Joseph Beuys verbindet

Niemöller-Schule nun „Außenstation des Museums“

Welch ein schönes Zusammentreffen in der Beuys-Sammlung unseres Museums Wiesbaden, welch eine angeregte Gesprächsatmosphäre zwischen den Exponaten, darunter auch das Bild des eine Eiche pflanzenden Künstlers Joseph Beuys … Ja, und um die Aktion „7000 Eichen – Stadtverwaldung statt Stadtverwaltung“, die 1982 nicht nur auf der documenta 7 für als ökologisches Gesamtkunstwerk für Furore sorgte, sondern weltweit Aufsehen erregte, ging es auch bei dieser Zusammenkunft im Museum Wiesbaden.

Dieses Exponat gehört immer schon zur Sammlung, die Dr. Murken dem Museum vermachte: Blick auf den eine Eiche pflanzenden Künstler Beuys. (Foto: Museum Wiesbaden/Bernd Fickert)

Erst ein Blick zurück: Was damals in Kassel Joseph Beuys gemeinsam mit der Bevölkerung in Gang setzte, beeindruckte junge Leute des Wiesbadener Oberstufengymnasiums am Moltkering, heute Martin-Niemöller-Schule, sehr. So sehr, dass sie, die sich auch stark mit dem Thema Ökologie auseinandersetzten, es schafften, einen der Bäume samt dazugehöriger Basaltstele nach Wiesbaden zu bringen. Das hätte so nie geklappt, wären da nicht äußerst engagierte Kunstlehrer gewesen, die das Vorhaben der Schüler und Schülerinnen der Leistungskurse Kunst unterstützten … Und hätten nicht so viele SchülerInnen mitgemacht – denn es mussten 500 DM für die „Wiesbadener Eiche“ zusammenkommen.
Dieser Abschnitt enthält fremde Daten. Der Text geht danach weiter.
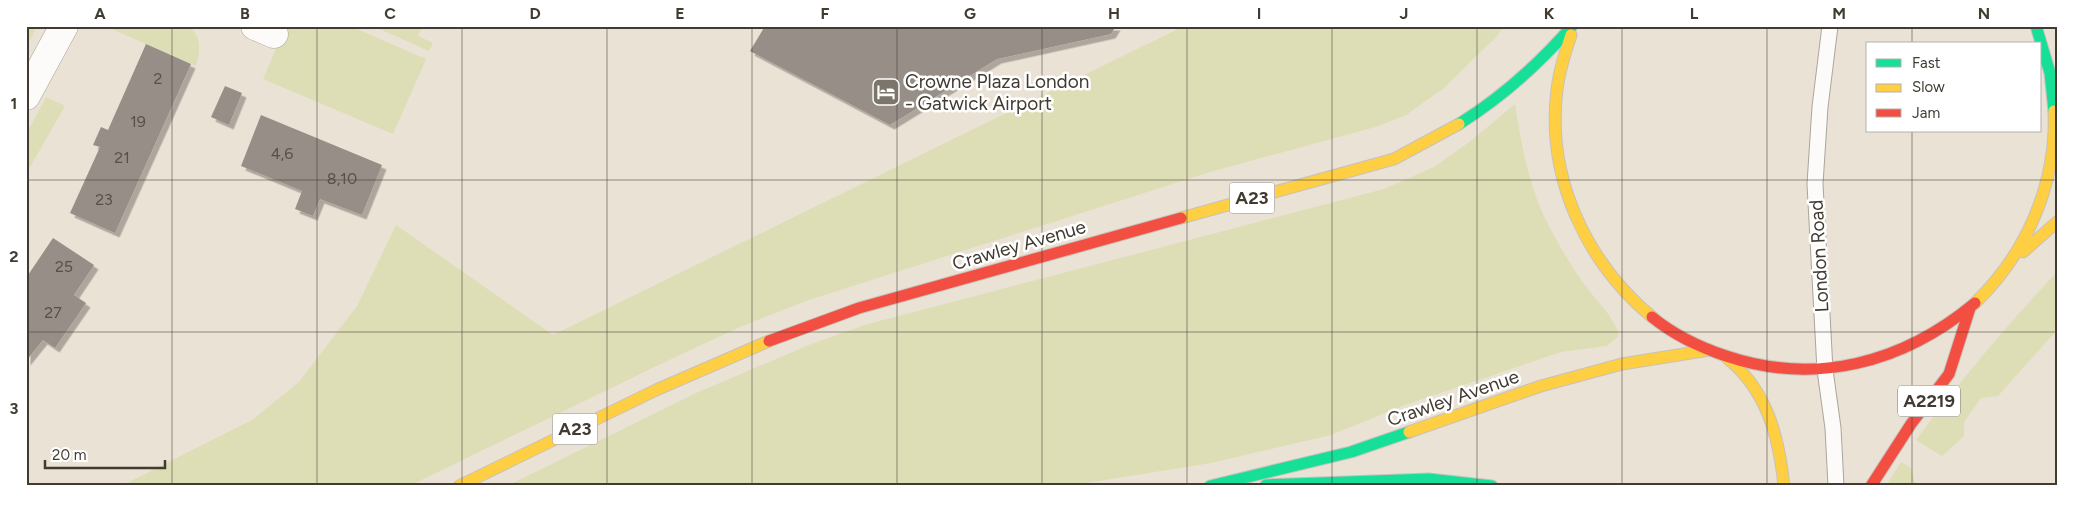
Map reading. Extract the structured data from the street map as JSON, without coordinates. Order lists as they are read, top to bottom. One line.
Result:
{"streets":{"main road":["A23","Crawley Avenue","A2219"],"lane":["London Road"]},"places":{"hotel":["Crowne Plaza London - Gatwick Airport"]},"house_numbers":["2","19","4,6","21","8,10","23","25","27"],"legend":["Fast","Slow","Jam"],"scale_bar":"20 m","grid":{"columns":["A","B","C","D","E","F","G","H","I","J","K","L","M","N"],"rows":["1","2","3"]}}
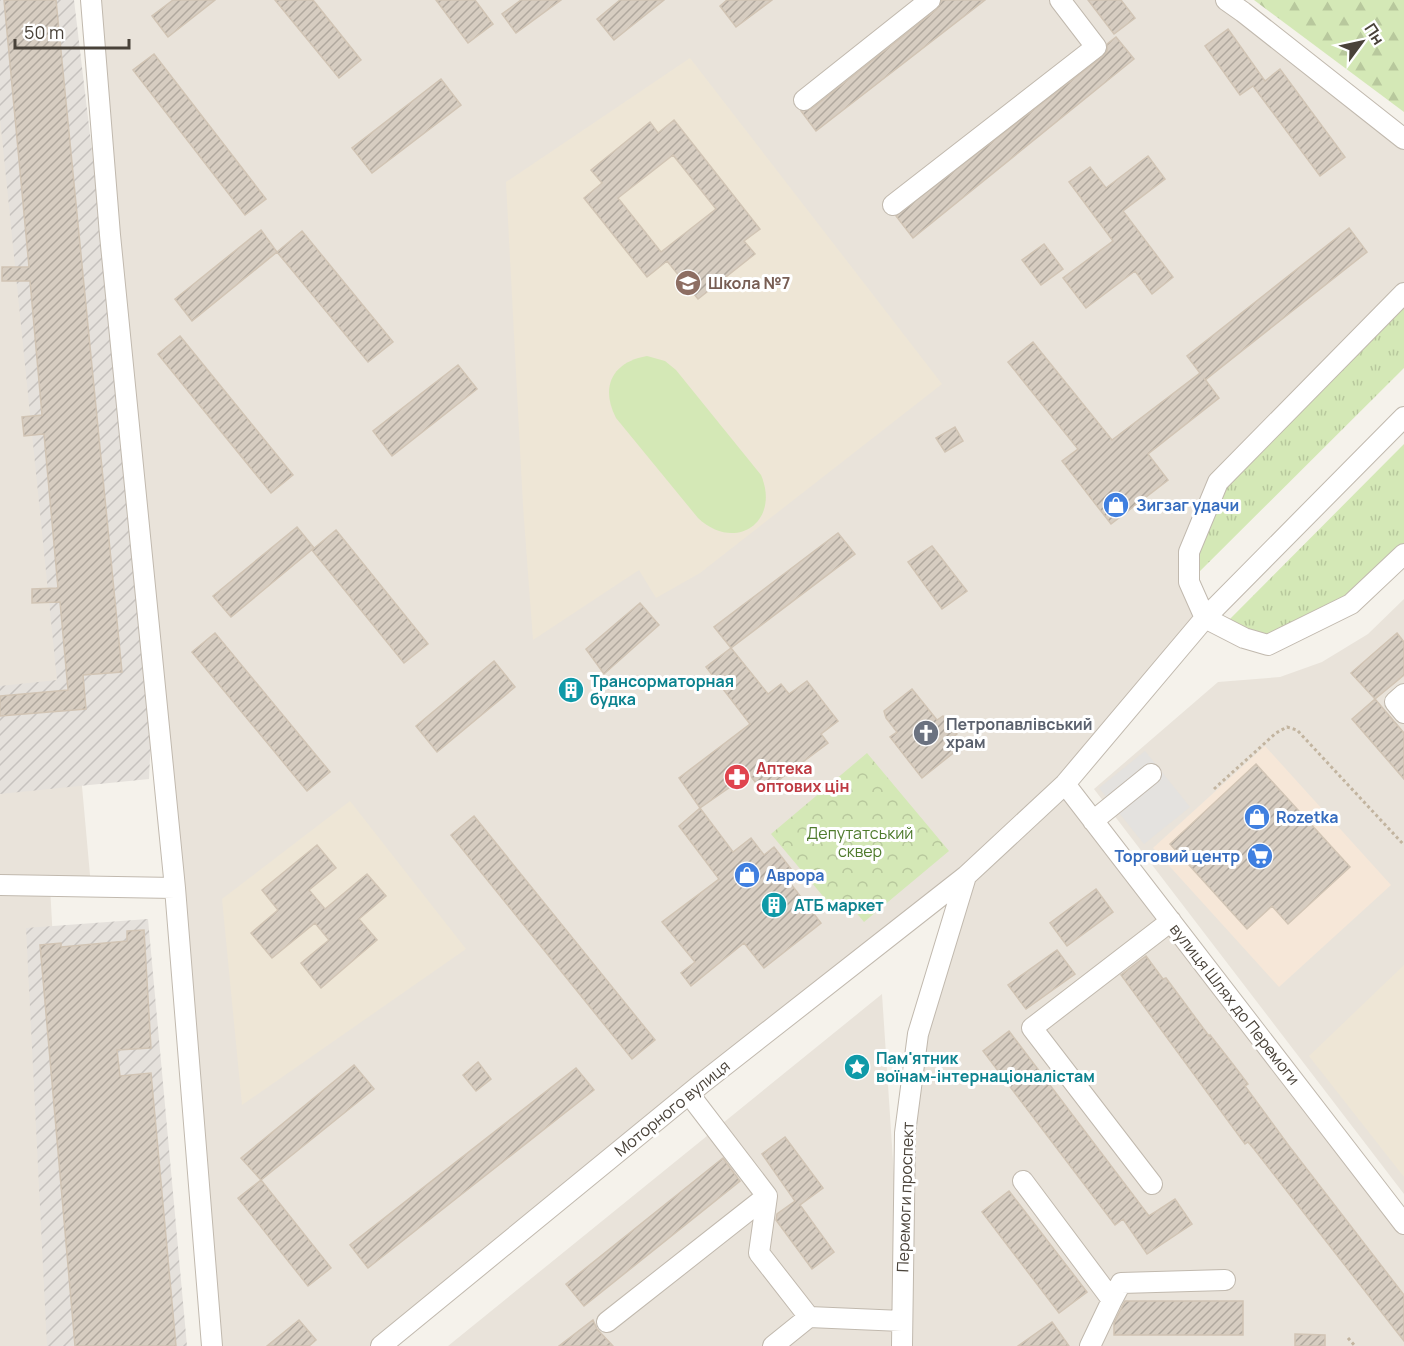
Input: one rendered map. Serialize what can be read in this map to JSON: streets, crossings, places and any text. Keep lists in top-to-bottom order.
{
  "streets": {
    "street": ["вулиця Шлях до Перемоги", "Моторного вулиця", "Перемоги проспект"]
  },
  "crossings": [
    ["вулиця Шлях до Перемоги", "Моторного вулиця"],
    ["Моторного вулиця", "Перемоги проспект"]
  ],
  "parks": ["Депутатський сквер"],
  "places": {
    "school or university": ["Школа №7"],
    "shop": ["Зигзаг удачи", "Rozetka", "Аврора"],
    "building": ["Трансорматорная будка", "АТБ маркет"],
    "church": ["Петропавлівський храм"],
    "pharmacy": ["Аптека оптових цін"],
    "supermarket": ["Торговий центр"],
    "place": ["Пам'ятник воїнам-інтернаціоналістам"]
  },
  "scale_bar": "50 m",
  "north": "top right"
}
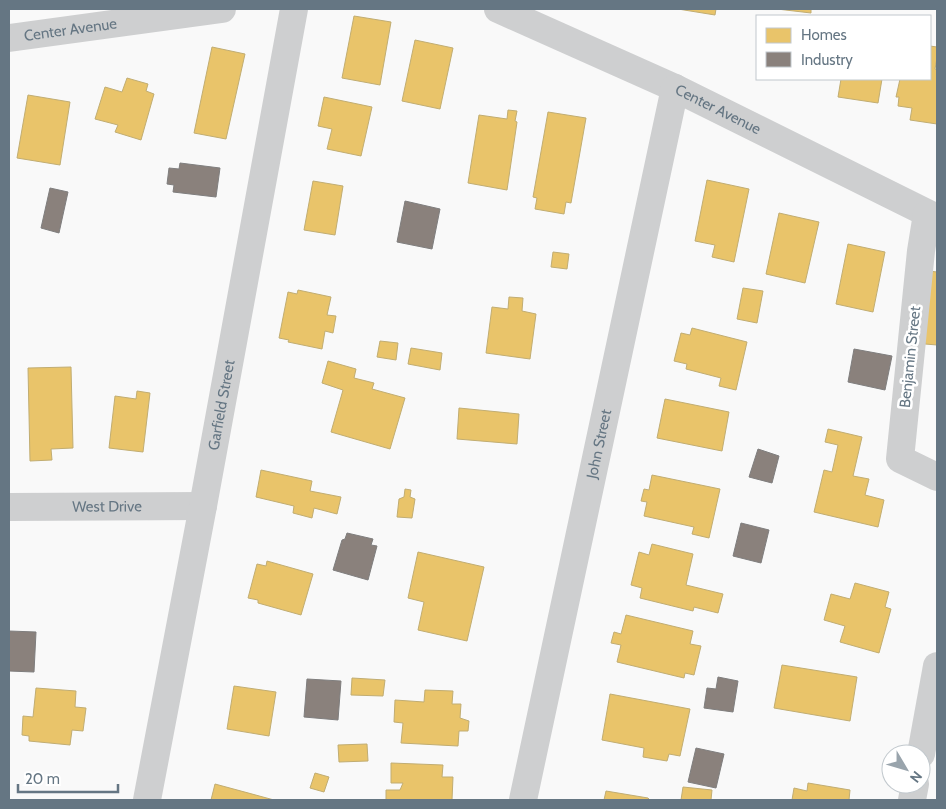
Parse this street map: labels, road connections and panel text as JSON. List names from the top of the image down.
{
  "streets": {
    "street": [
      "Center Avenue",
      "Benjamin Street",
      "Garfield Street",
      "John Street",
      "West Drive"
    ]
  },
  "crossings": [
    ["Center Avenue", "Benjamin Street"],
    ["Center Avenue", "John Street"],
    ["Garfield Street", "West Drive"]
  ],
  "legend": ["Homes", "Industry"],
  "scale_bar": "20 m",
  "north": "bottom right"
}
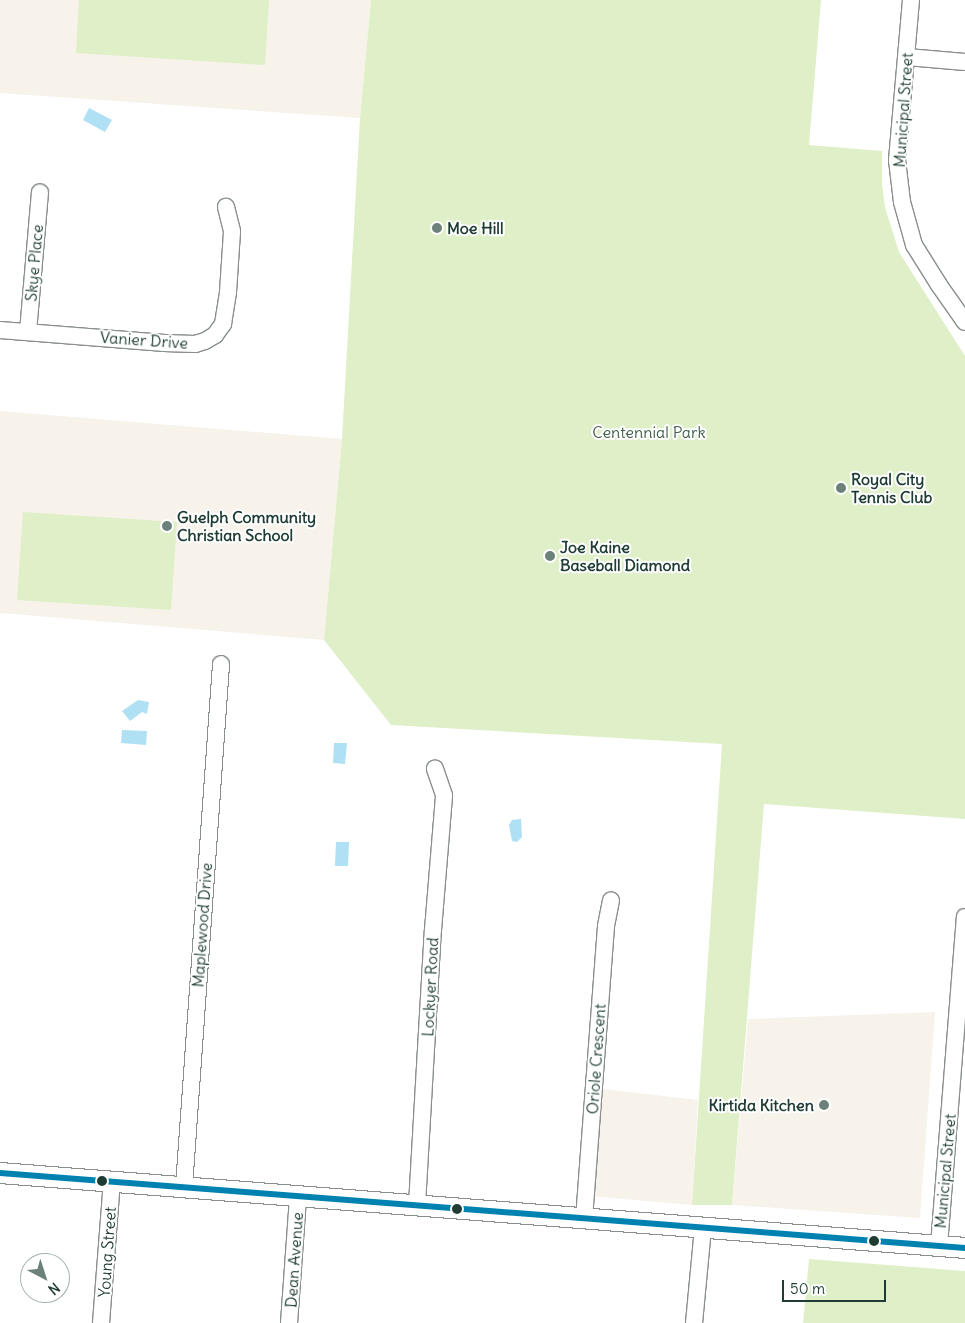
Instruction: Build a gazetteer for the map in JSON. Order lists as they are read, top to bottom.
{
  "streets": {
    "street": [
      "Municipal Street",
      "Skye Place",
      "Vanier Drive",
      "Maplewood Drive",
      "Lockyer Road",
      "Oriole Crescent",
      "Young Street",
      "Dean Avenue"
    ]
  },
  "crossings": [
    ["Skye Place", "Vanier Drive"]
  ],
  "parks": ["Centennial Park"],
  "places": [
    "Moe Hill",
    "Royal City Tennis Club",
    "Guelph Community Christian School",
    "Joe Kaine Baseball Diamond",
    "Kirtida Kitchen"
  ],
  "scale_bar": "50 m",
  "north": "bottom right"
}
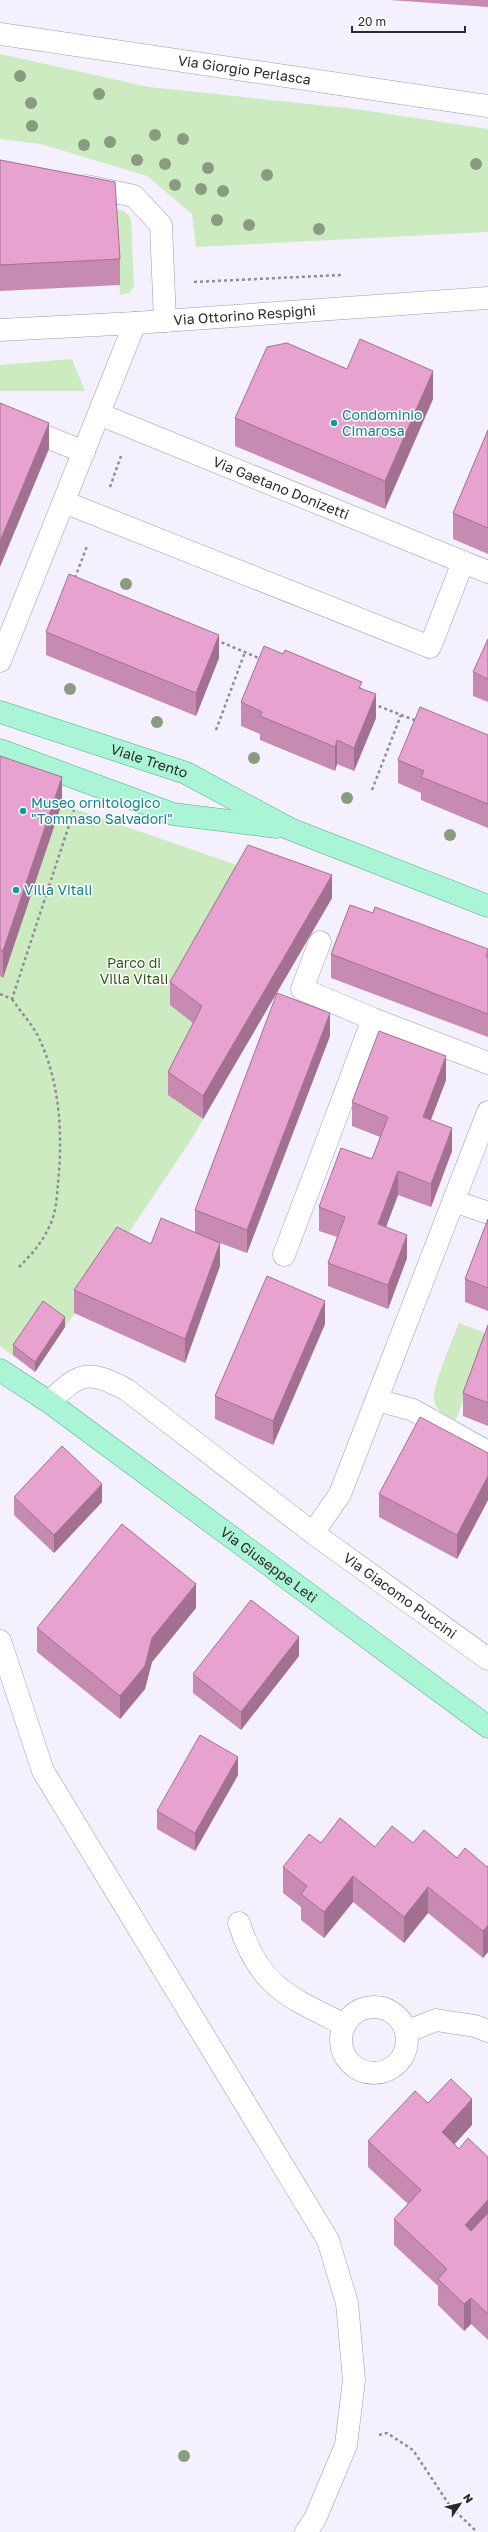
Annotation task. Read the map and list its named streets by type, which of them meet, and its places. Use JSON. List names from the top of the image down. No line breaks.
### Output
{"streets":{"main road":["Viale Trento","Via Giuseppe Leti"],"street":["Via Giorgio Perlasca","Via Ottorino Respighi","Via Gaetano Donizetti","Via Giacomo Puccini"]},"crossings":[["Via Giuseppe Leti","Via Giacomo Puccini"]],"parks":["Parco di Villa Vitali"],"places":["Condominio Cimarosa","Museo ornitologico \"Tommaso Salvadori\"","Villa Vitali"],"scale_bar":"20 m","north":"top right"}
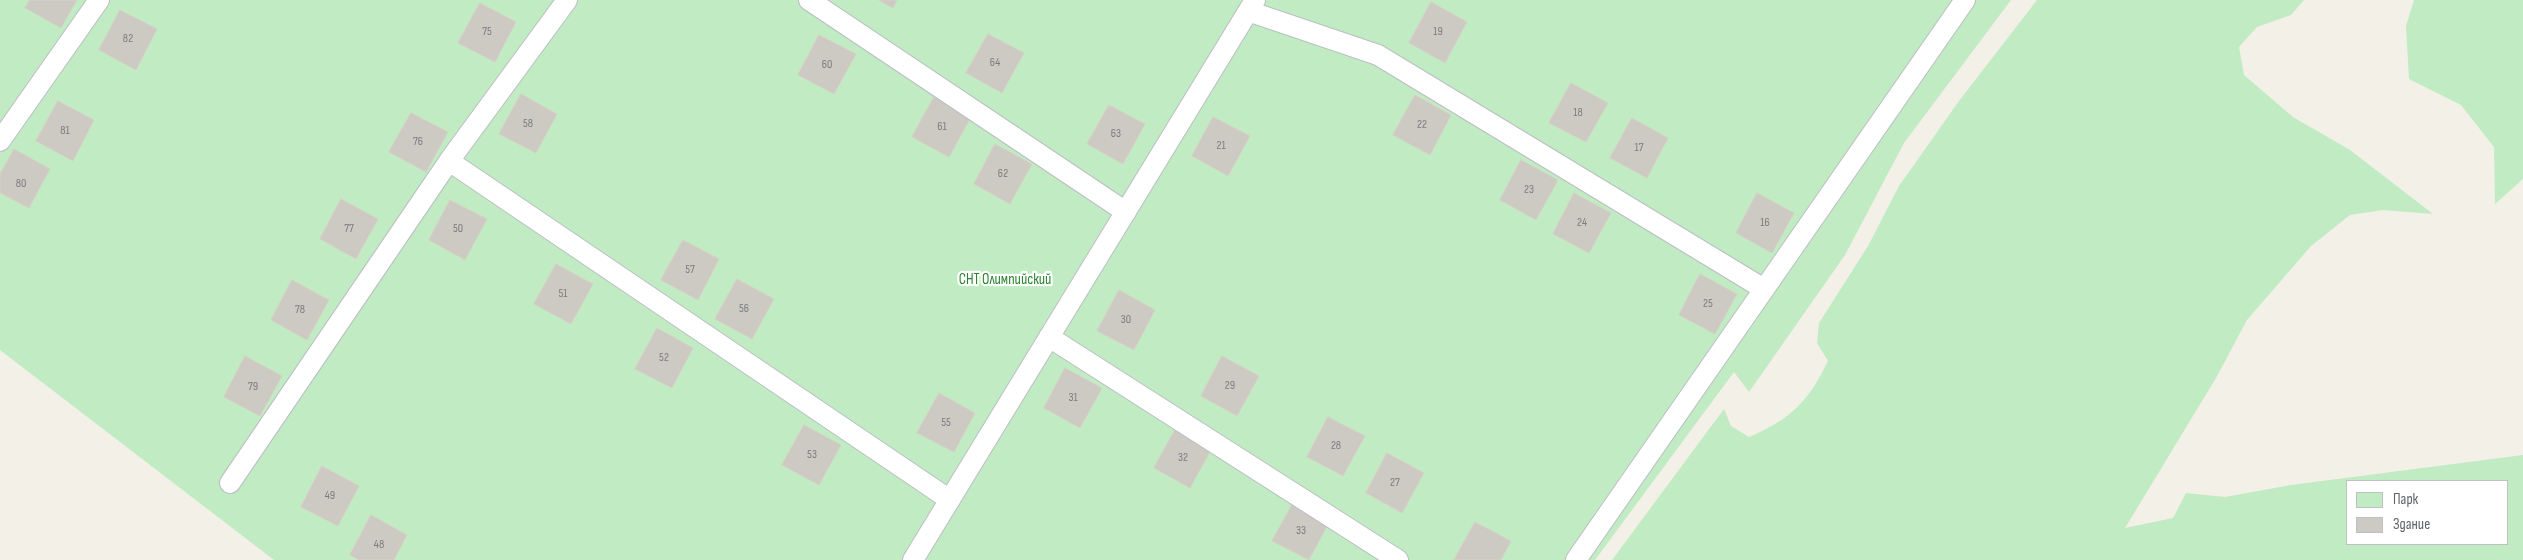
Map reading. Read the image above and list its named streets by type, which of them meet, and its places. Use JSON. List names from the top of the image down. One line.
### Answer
{"parks":["СНТ Олимпийский"],"house_numbers":["75","19","82","64","60","18","58","22","61","81","63","76","21","17","62","80","23","24","16","77","50","57","51","25","56","78","30","52","29","79","31","55","28","53","32","27","49","33","48"],"legend":["Парк","Здание"]}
Und noch einmal 500 DM waren für eine zweite Eiche fällig, denn – so lautete das Abkommen im „Baumbüro“ in Kassel – dieser Baum musste für die documenta-Stadt von den Wiesbadenern gespendet werden. Die Beuys-Eiche für Wiesbaden sie soll übrigens die erste gewesen sein, die ihren Weg in eine andere Stadt fand.

Die Wiesbadener Beuys-Eiche auf dem Gelände der Martin-Niemöller-Schule. In Zukunft soll sie besser zu finden sein. (Foto Harald Pulch)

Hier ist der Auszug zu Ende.